*What you have to do:* The records follow. Filter them to the lines that hold "middle".

(Beginning of Exercise data)

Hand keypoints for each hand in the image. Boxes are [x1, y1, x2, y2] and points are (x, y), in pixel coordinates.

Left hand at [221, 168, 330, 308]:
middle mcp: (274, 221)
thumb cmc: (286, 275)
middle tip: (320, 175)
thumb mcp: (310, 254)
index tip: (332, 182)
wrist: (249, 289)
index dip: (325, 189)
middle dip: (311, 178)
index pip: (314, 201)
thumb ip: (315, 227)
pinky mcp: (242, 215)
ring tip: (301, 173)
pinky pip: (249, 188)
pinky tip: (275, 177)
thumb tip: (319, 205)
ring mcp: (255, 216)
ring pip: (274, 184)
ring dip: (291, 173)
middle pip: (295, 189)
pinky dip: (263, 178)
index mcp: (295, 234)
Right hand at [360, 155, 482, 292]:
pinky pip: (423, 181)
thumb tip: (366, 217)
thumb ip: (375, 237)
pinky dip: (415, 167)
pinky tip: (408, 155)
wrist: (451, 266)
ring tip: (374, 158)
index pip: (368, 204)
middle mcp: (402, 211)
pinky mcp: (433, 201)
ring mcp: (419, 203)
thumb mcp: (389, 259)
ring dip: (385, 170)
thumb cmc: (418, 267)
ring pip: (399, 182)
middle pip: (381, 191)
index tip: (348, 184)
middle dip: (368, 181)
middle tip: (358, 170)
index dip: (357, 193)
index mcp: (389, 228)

(End of Exercise data)

*Solution to the problem:*
middle mcp: (274, 221)
middle tip: (320, 175)
middle dip: (311, 178)
middle pip: (295, 189)
middle mcp: (402, 211)
middle pip: (381, 191)
middle dip: (368, 181)
middle tip: (358, 170)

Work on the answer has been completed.